In Conway's A Course in Functional Analysis, the author stated the following Proposition $1.4$ at page $377.$
Let $X$ be a vector space over $\mathbb{R}.$ Given $f,f_1,f_2,...,f_n$ are linear functionals on $X.$ If $$\bigcap_{j=1}^n ker(f_j) \subseteq ker(f),$$ then there exist scalars $a_1,...,a_n$ such that $$f(x) = \sum_{j=1}^n a_j f_j.$$
The proof starts as follows:
It may be assumed that without loss of generality that for $1\leq k\leq n,$ $$\bigcap_{j\neq k}ker(f_j) \neq \bigcap_{j=1}^n ker(f_j).$$
Question: Why can we assume above? In general, we have $$\bigcap_{j\neq k} ker(f_j) \supseteq \bigcap_{j=1}^n ker(f_j).$$ So in the proof, we can safely assume that the inclusion is strict. If the inclusion is not strict, meaning the two intersections are equal, then kernel of $f_j$ is a subset of kernel of $f_i$ for some $i.$
I am sure you know the result which says if $f,g$ are linear functional with $ker(g)\subseteq ker(f)$ then $f$ is a constant multiple of $g$.
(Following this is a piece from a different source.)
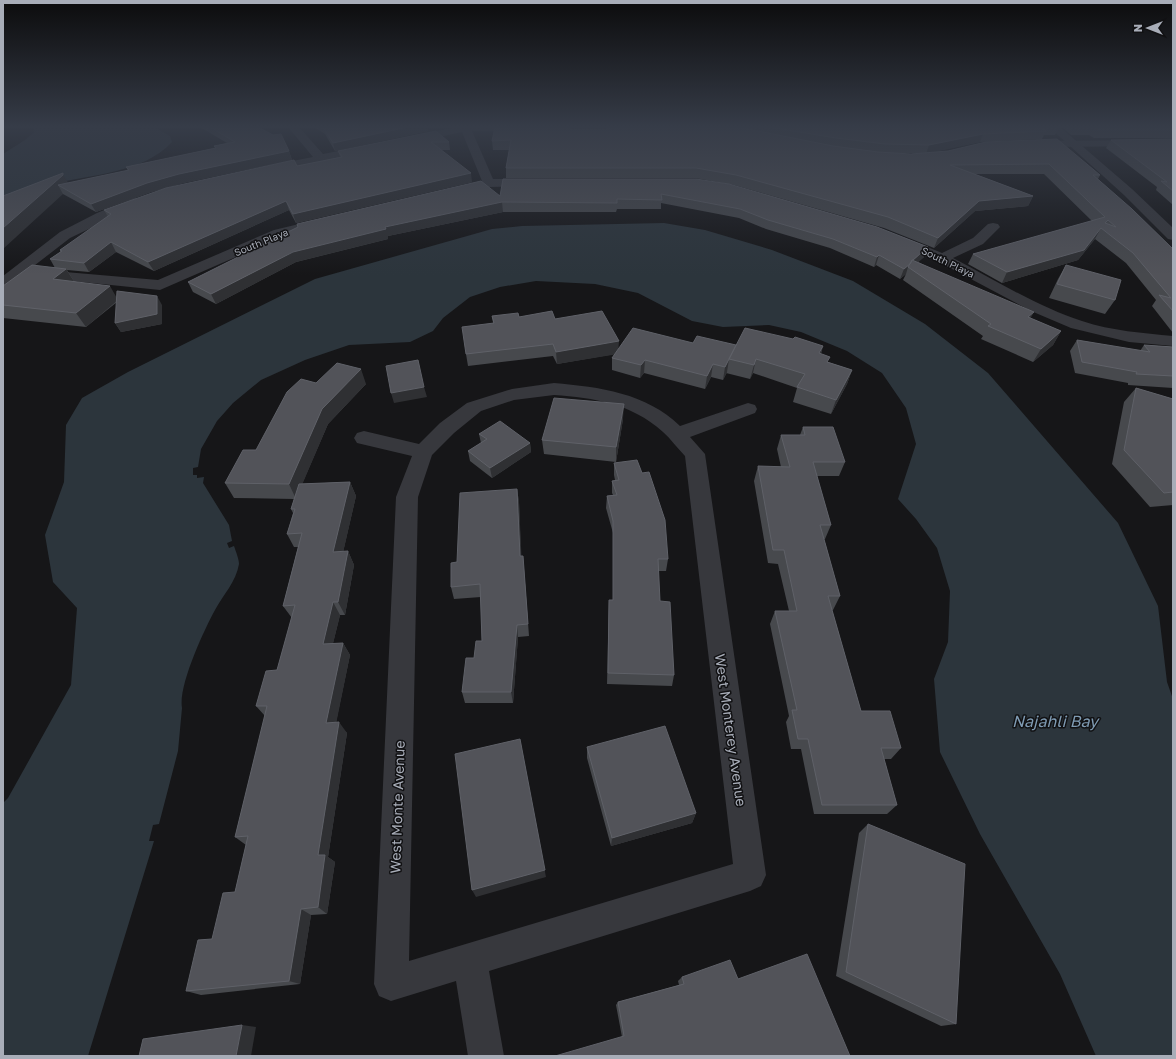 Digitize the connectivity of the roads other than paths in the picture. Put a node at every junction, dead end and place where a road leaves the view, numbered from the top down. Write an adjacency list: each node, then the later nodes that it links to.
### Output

Suppose $f,g,h$ are such that $ker(g)\cap ker(h)\subset ker(f)$. Suppose we have $ker(g)\cap ker(h)=ker(g)$ then $ker(g)\subset ker(f)$ then by above fact we have $f=a g=ag+0h$. Similarly in the case when $ker(g)\cap ker(h)=ker(h)$.
You can generalise this for more than$3$ functions.